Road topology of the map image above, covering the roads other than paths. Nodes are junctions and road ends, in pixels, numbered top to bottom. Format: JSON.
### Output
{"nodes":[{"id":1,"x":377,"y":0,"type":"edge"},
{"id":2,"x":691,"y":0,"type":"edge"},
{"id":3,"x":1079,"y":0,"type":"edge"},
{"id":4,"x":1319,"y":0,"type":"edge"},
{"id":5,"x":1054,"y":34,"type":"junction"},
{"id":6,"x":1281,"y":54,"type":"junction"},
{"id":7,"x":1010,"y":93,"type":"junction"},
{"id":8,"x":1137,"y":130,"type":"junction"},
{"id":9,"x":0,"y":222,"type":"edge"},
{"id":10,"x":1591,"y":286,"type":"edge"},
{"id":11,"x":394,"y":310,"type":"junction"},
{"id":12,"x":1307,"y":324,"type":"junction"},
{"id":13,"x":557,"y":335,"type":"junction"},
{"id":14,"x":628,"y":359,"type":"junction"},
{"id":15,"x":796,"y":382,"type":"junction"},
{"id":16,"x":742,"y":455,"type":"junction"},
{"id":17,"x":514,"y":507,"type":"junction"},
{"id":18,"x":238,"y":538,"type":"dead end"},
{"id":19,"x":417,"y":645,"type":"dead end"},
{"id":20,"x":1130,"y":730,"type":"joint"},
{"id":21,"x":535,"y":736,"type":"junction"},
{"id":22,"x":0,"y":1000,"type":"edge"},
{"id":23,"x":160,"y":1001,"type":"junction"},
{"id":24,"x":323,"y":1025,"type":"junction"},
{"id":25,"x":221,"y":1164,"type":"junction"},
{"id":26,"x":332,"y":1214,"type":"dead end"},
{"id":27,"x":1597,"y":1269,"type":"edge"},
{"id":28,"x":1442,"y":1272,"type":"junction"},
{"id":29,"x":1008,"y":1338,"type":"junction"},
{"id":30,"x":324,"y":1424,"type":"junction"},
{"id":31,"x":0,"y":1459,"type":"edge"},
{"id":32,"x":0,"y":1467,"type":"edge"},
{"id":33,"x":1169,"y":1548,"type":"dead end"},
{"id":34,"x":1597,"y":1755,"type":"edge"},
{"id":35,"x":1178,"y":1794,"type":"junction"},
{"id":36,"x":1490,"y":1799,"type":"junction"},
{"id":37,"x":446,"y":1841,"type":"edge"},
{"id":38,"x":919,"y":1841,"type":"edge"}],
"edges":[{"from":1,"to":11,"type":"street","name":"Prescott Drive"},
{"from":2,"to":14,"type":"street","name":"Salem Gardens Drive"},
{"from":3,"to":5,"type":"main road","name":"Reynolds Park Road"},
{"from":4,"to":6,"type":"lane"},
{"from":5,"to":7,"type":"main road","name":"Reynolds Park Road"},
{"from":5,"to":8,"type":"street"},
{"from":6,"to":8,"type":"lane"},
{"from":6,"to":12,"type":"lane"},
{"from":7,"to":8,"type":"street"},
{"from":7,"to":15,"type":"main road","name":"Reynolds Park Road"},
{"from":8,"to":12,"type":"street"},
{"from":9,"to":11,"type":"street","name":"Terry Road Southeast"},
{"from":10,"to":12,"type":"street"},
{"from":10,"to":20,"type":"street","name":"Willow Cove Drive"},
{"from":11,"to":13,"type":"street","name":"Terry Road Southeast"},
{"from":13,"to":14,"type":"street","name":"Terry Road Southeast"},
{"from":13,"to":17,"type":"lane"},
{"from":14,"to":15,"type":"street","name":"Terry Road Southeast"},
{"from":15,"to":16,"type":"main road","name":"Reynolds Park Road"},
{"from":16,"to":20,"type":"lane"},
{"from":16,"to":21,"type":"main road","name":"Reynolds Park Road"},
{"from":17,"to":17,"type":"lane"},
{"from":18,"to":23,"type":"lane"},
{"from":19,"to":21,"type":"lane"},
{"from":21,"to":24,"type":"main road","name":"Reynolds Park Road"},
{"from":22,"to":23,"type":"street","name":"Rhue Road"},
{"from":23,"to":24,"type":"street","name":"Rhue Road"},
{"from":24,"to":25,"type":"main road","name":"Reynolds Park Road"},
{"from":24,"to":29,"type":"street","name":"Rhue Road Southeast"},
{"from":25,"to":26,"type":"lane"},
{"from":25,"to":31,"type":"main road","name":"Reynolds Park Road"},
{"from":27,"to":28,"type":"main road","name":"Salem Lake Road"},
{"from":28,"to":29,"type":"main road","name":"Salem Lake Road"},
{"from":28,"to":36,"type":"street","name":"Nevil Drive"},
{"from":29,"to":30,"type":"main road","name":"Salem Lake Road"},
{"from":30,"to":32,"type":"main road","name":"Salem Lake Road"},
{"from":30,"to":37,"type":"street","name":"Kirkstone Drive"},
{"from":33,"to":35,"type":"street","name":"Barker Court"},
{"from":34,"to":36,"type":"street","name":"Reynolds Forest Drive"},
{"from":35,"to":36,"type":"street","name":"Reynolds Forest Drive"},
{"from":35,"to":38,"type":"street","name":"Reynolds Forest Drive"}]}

- - - -

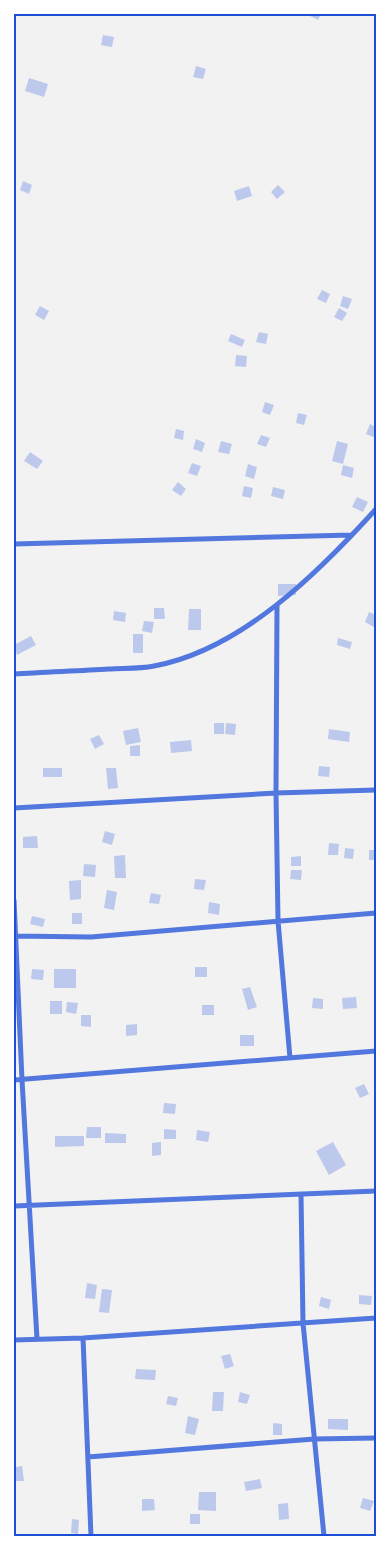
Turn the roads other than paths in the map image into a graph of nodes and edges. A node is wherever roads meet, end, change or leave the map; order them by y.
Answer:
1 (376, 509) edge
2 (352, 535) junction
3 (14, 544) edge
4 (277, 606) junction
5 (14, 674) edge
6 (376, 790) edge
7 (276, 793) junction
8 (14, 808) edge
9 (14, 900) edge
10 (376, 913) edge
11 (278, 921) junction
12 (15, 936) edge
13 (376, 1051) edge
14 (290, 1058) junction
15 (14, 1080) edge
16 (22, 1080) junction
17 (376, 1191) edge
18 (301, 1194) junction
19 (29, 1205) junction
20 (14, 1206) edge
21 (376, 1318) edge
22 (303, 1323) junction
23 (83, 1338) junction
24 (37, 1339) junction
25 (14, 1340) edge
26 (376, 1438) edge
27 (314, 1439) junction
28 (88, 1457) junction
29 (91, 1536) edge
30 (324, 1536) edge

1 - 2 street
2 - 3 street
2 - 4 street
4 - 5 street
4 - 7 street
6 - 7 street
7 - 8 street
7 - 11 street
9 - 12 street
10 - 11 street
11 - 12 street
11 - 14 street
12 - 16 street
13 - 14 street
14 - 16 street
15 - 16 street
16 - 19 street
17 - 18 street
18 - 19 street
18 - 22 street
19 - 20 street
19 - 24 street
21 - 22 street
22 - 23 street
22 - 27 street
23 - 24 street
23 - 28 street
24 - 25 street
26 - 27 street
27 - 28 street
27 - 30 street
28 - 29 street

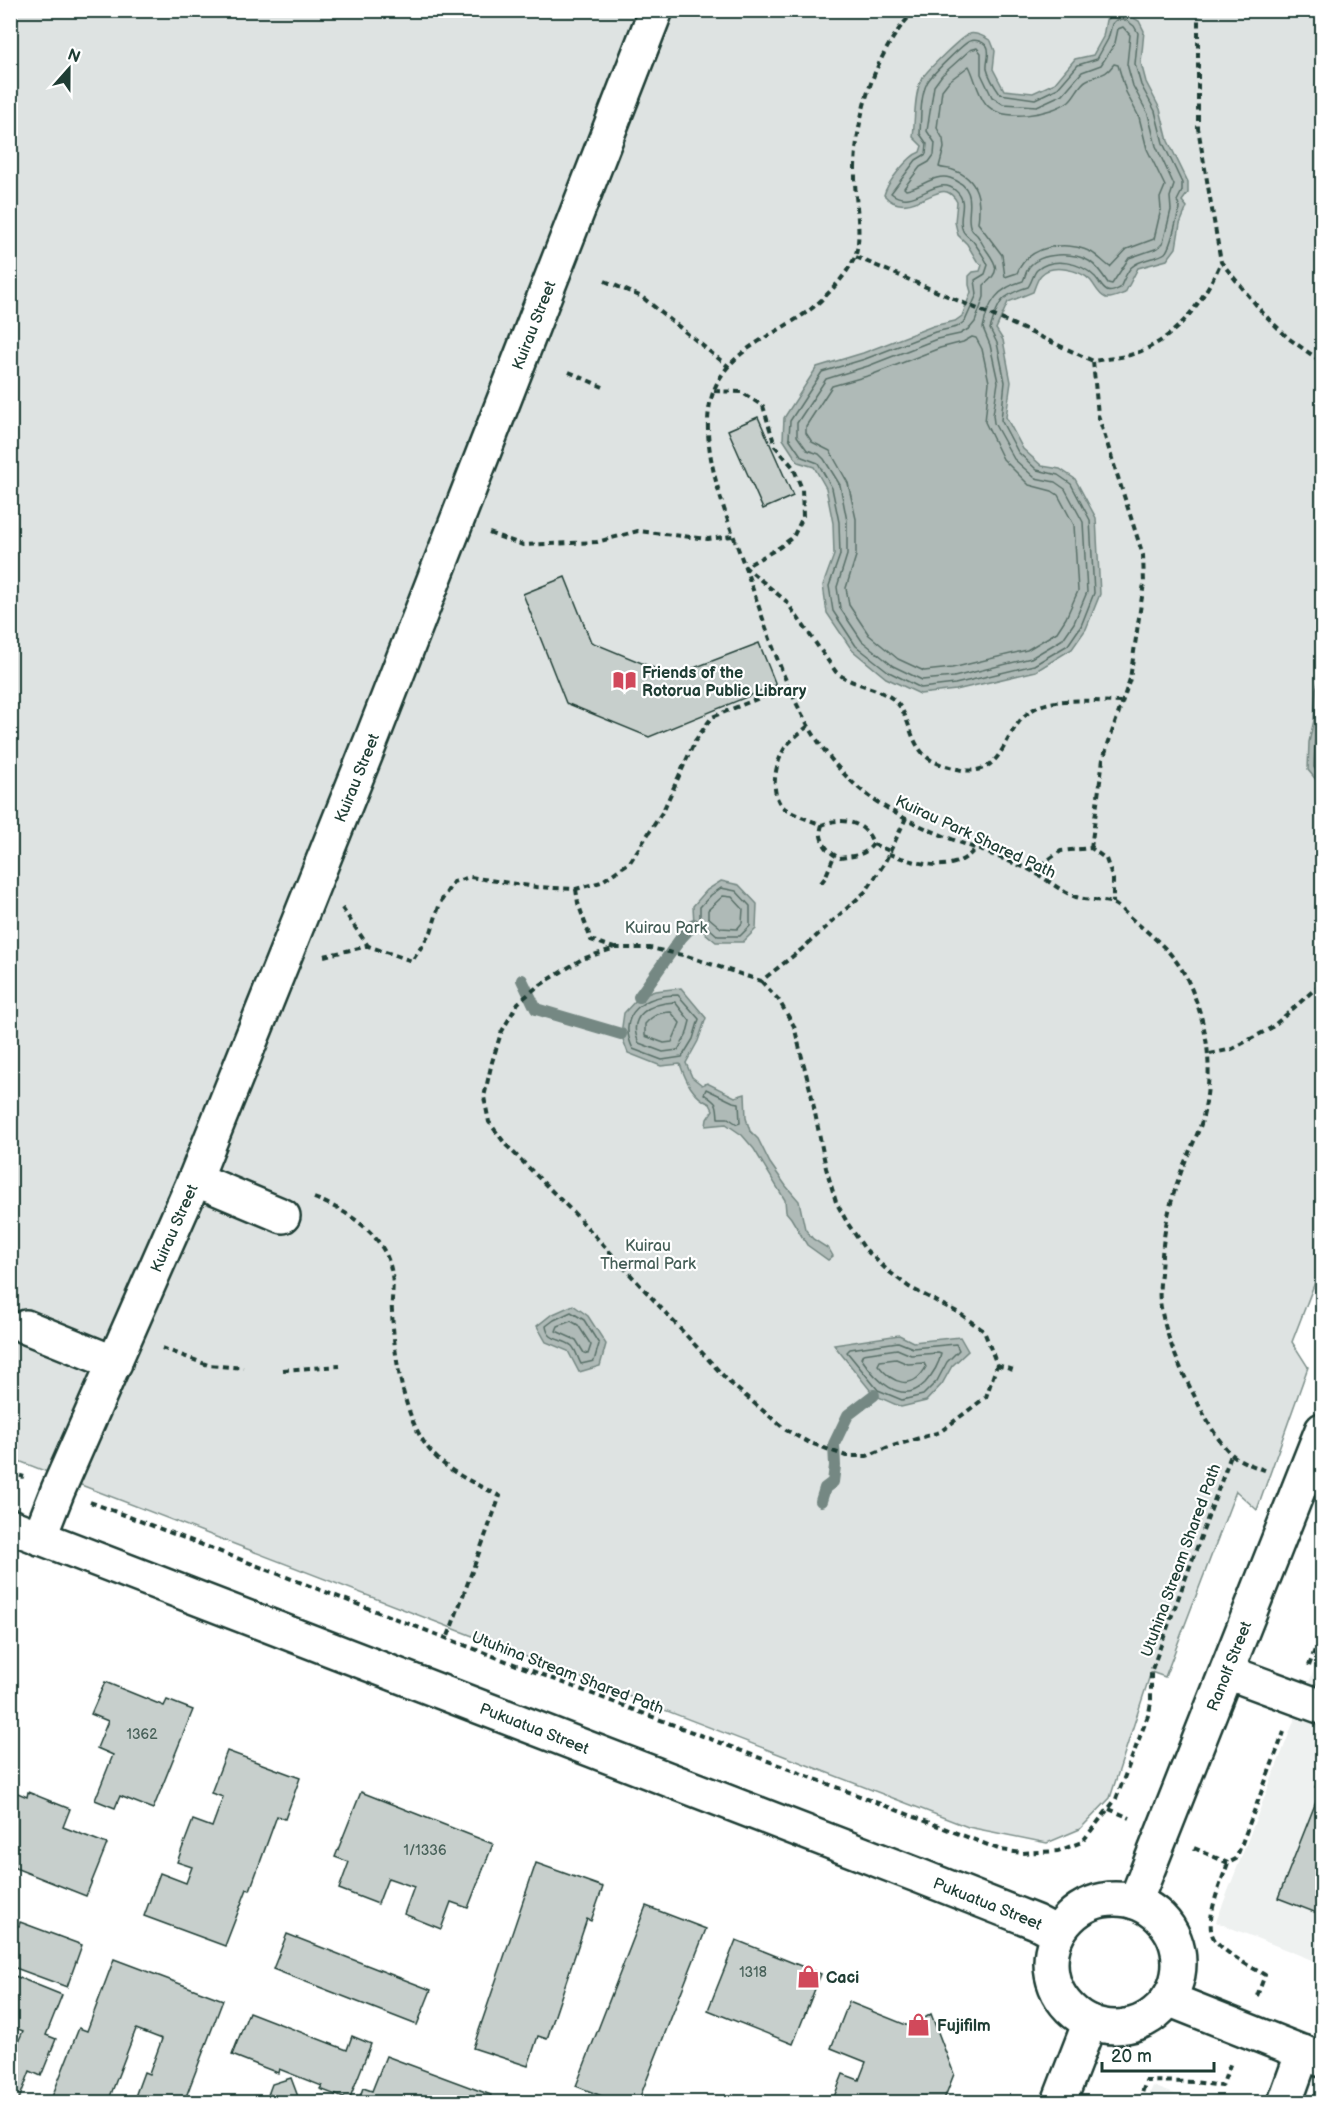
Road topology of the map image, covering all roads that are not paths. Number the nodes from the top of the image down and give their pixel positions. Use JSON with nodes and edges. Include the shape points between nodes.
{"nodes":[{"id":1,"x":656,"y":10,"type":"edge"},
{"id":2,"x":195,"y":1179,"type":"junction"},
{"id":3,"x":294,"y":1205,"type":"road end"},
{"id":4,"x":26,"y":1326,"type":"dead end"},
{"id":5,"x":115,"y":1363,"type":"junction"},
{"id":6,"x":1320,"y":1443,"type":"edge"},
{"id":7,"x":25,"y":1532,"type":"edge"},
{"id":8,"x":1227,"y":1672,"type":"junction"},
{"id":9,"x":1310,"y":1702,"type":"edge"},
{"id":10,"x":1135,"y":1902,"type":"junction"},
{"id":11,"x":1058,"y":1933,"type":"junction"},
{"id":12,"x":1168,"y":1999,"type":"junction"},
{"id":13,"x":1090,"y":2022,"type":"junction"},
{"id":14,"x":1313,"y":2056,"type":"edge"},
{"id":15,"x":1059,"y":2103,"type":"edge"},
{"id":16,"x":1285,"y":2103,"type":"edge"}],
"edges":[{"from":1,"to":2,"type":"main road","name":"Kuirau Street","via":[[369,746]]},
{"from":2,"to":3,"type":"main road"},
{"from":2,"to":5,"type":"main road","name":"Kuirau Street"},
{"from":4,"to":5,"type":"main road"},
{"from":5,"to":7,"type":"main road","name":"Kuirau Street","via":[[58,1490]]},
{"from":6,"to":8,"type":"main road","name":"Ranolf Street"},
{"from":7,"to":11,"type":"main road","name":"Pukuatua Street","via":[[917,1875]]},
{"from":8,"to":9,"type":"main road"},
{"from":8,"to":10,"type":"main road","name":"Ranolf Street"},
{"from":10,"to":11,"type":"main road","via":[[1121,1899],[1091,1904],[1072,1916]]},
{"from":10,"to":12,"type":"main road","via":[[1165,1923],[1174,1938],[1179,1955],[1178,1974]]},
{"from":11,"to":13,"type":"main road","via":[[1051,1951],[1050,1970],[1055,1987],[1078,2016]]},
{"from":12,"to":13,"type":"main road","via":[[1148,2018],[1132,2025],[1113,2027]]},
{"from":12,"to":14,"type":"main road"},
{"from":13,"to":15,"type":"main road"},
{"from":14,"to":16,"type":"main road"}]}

- - - -

> [Task prompt] Examine the records above and state the number of lines that include "Park", with no further text.

> [Response to this exercise] 8